Collected data entries:

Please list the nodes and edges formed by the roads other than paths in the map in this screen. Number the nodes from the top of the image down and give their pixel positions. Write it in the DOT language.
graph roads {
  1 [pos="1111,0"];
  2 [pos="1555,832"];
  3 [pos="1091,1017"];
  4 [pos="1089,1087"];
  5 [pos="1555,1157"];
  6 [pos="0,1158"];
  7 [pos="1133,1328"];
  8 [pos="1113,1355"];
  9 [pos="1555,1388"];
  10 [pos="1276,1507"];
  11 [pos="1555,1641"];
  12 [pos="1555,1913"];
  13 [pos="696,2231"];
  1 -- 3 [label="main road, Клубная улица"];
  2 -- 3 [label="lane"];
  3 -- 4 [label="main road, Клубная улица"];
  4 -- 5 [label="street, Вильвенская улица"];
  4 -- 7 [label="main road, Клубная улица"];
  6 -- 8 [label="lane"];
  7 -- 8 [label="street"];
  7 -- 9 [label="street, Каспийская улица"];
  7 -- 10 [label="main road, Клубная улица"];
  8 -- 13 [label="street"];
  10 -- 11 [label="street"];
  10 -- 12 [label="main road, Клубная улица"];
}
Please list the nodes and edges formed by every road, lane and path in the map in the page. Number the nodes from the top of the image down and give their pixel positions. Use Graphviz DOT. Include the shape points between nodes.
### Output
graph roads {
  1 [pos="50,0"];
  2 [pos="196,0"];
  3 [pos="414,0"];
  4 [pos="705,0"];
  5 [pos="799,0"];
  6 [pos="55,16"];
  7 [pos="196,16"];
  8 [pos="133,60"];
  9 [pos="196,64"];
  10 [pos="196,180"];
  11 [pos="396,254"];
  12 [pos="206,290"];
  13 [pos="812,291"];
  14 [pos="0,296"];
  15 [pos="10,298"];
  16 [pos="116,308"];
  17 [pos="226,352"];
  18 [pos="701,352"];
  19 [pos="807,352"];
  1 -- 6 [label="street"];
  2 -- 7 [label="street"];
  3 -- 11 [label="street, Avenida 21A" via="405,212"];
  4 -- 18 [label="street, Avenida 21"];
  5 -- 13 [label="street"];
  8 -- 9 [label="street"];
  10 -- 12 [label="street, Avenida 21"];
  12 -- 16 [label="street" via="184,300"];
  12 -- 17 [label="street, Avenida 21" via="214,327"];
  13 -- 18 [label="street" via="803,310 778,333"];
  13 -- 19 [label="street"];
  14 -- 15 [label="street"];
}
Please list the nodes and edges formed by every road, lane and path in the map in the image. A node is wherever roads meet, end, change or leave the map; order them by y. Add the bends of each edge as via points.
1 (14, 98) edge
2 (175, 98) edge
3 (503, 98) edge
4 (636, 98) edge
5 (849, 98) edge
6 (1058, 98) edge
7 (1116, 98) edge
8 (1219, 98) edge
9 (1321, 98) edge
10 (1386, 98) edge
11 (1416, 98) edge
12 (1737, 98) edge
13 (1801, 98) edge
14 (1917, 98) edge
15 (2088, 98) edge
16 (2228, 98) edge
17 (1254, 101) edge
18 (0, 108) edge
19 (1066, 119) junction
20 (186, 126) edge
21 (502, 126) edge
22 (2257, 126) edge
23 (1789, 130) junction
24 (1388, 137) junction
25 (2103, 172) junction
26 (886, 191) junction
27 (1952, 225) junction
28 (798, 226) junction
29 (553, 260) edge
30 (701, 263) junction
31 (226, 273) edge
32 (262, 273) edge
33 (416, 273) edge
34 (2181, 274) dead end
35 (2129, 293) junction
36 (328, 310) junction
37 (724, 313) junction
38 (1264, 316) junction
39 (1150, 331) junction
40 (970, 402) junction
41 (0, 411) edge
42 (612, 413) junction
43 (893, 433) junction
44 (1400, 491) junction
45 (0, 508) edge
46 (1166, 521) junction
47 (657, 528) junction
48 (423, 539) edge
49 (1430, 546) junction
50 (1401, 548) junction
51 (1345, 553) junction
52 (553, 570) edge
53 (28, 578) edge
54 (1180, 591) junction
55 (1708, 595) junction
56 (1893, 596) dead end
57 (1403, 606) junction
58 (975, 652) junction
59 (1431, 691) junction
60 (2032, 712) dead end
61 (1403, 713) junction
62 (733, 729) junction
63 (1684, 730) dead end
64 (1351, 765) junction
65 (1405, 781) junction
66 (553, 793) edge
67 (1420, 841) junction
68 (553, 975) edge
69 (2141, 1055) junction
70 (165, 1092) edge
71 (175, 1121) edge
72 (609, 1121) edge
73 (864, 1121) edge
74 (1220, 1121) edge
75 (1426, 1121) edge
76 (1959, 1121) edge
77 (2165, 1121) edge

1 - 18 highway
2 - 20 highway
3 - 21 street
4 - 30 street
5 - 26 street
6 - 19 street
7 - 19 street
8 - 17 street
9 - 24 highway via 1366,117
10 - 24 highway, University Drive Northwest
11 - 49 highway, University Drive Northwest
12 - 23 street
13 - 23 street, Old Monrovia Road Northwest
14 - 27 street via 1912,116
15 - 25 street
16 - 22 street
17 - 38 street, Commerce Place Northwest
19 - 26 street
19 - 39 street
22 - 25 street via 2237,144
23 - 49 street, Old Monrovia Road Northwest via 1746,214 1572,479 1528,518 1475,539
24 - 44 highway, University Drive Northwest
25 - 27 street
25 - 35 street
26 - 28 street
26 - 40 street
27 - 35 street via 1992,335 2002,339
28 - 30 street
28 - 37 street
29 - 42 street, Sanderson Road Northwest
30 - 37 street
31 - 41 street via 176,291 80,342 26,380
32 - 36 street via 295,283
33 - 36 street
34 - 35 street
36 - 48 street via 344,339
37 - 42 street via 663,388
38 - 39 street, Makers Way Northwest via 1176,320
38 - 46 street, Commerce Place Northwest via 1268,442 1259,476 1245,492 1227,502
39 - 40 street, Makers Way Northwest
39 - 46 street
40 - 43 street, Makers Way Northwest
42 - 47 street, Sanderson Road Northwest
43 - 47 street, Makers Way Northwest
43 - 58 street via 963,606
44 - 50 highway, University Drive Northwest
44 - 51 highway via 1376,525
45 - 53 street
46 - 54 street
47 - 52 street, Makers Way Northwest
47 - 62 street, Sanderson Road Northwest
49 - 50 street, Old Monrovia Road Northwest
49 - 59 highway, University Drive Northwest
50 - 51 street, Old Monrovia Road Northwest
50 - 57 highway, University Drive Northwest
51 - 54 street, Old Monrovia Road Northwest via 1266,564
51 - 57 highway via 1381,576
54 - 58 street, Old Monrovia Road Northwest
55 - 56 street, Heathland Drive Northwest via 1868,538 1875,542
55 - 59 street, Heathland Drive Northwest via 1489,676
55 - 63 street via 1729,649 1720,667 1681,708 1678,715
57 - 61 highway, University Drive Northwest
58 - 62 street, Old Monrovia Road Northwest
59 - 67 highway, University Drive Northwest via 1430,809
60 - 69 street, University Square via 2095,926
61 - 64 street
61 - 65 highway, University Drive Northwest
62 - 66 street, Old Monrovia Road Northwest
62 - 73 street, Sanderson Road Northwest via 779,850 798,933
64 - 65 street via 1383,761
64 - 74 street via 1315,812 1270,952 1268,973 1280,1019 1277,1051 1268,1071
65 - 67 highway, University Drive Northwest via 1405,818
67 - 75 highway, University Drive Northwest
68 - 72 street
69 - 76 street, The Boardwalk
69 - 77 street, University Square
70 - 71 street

**What to work on**
Locate the word "Клубная" in the records and collect each line it appears in.

**Your response**
  1 -- 3 [label="main road, Клубная улица"];
  3 -- 4 [label="main road, Клубная улица"];
  4 -- 7 [label="main road, Клубная улица"];
  7 -- 10 [label="main road, Клубная улица"];
  10 -- 12 [label="main road, Клубная улица"];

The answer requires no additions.